Si tratta quindi di una
entità latente, ma non sepolta. Qualcosa che esce dalla tana, pronta
a farlo, per intridere chi lo invoca. Per capire chi sia questo
demone, torniamo indietro a "Black Aria" ed alla storia che secondo me
racconta. Si tratta, e fin qui non è difficile da capire, dalla
copertina e dai primi titoli, della storia degli angeli ribelli
cacciati dal Paradiso.
"Overtoure of the Rebel Angels" descrive la turbolenza cosmica di Lucifero e dei suoi
alleati, che creano un punto di non ritorno nell'ordine celeste.
Lucifero si stacca dalla confraternita celeste e progetta un colpo di
stato ("Conspiracy Dirge"), lo tenta ("Battle for Heaven")
e fallisce. Il cuore del disco, “Retreat and Descent”, vede
l'esercito degli angeli ribelli procedere verso l'esilio terrestre.
Un pianto solitario ("And the Angels Weep") chiude questo primo
atto.
L'alba del giorno dopo è un vero risveglio post-atomico, su una landa desolata. Ma un principio femminile, forse la terra stessa ("The Morrigu"), produce una progenie: la razza umana. L'intelligenza dell'uomo si accende nell'ultimo brano ("Cwn Yawnn" o come cazzo si scrive), con un linguaggio e un'espressività ancora indefinita, che prenderà forma, la forma della rivalsa.
L'alba del giorno dopo è un vero risveglio post-atomico, su una landa desolata. Ma un principio femminile, forse la terra stessa ("The Morrigu"), produce una progenie: la razza umana. L'intelligenza dell'uomo si accende nell'ultimo brano ("Cwn Yawnn" o come cazzo si scrive), con un linguaggio e un'espressività ancora indefinita, che prenderà forma, la forma della rivalsa.
Ci sono due modi per concepire la parabola della cacciata dal Paradiso. La prima è una rivolta fallita di una fronda minoritaria contro lo strapotere di Dio, che non doveva neanche essere sfidato.
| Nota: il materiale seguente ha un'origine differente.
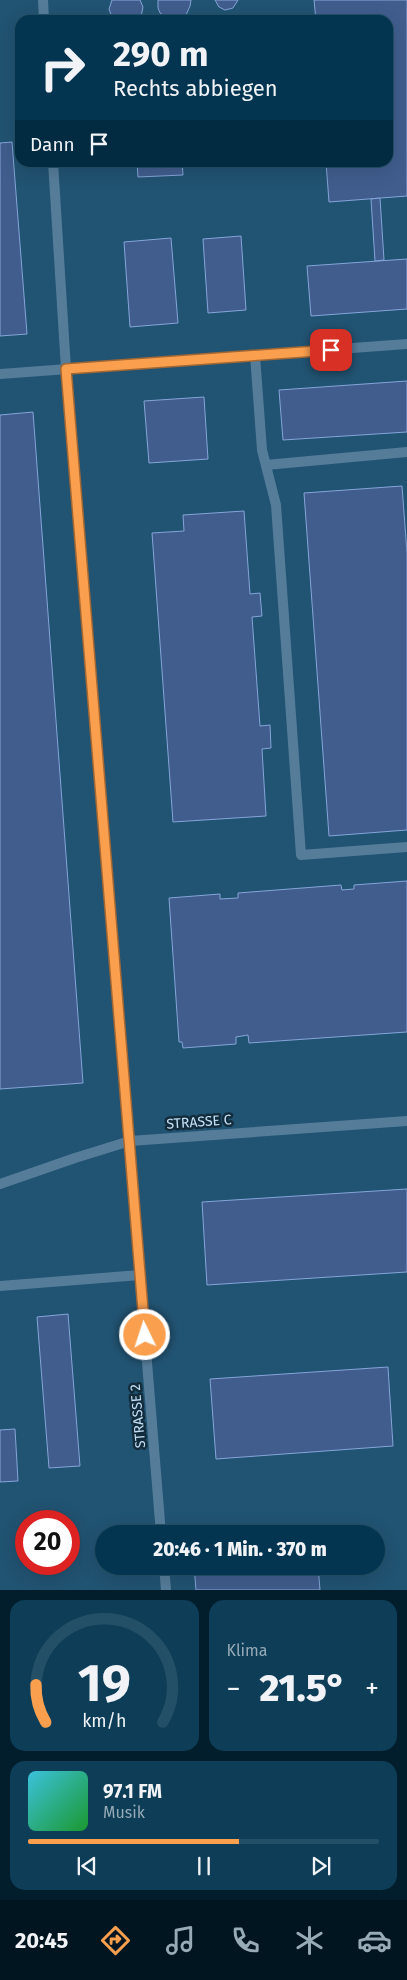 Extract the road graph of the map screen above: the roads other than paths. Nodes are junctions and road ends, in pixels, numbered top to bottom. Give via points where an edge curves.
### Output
1 (43, 0) edge
2 (44, 15) edge
3 (53, 167) edge
4 (407, 344) edge
5 (255, 356) junction
6 (66, 369) junction
7 (0, 374) edge
8 (407, 452) edge
9 (266, 465) junction
10 (407, 847) edge
11 (407, 1121) edge
12 (130, 1141) junction
13 (0, 1184) edge
14 (140, 1275) junction
15 (0, 1286) edge
16 (160, 1525) edge
17 (165, 1575) edge
18 (166, 1590) edge

1 - 2 lane
3 - 6 lane, STRASSE 2
4 - 5 lane
5 - 6 lane
5 - 9 lane
6 - 7 lane
6 - 12 lane, STRASSE 2
8 - 9 lane
9 - 10 lane via 276,505 301,855
11 - 12 lane, STRASSE C
12 - 13 lane, STRASSE C
12 - 14 lane, STRASSE 2
14 - 15 lane
14 - 16 lane, STRASSE 2
17 - 18 lane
Secondo questa visione, Lucifero è l'antagonista che è poi espulso dal governo del Paradiso, ma non dal creato, sul quale continua ad avere in realtà una importante influenza.
La visione capovolta invece vede un Lucifero consapevole di sé, e quindi ribelle contro la condivisione della volontà con gli altri: l'individuazione che Lucifero fa di sé è un tutt'uno con il suo destino futuro, di distacco dal plasma primigenio del Paradiso e di precipitazione sulla terra. La conquista del Paradiso da parte degli angeli ribelli è l'utopia umana, cioè la conquista della felicità individuale. L'individuo, quando definisce se stesso, si proietta verso un'altra dimensione, quella terrena, su cui non troverà felicità, ma solo la sua ricerca, una tensione ideale. Questa sarà la sua croce e delizia.
Il Paradiso, in realtà,
è un non-problema. Non è un regno perduto. Non c'era niente, solo
un plancton privo di intelligenza e di vita individuale, un coacervo
in cui le individualità non esistevano. Tutto il resto è la vita,
che inizia come un risveglio doloroso ma prosegue come una scoperta,
per risultare poi infine un delicato equilibrio di queste due
componenti.
“Il demone” o “Il
signore” secondo la rivelazione luciferina non è un antagonista
terrestre al Dio paradisiaco, ma una forza terrena, il cui trono sono
tutti gli individui, ma nessuna collettività. Esistono tanti dei
quanti individui, e nessun Dio di gruppo. La preghiera è pertanto un
atto individuale, privato, e non riproducibile.
Ma davvero si può
leggere tutto questo in "Black Aria"? Forse, vi dovete fidare.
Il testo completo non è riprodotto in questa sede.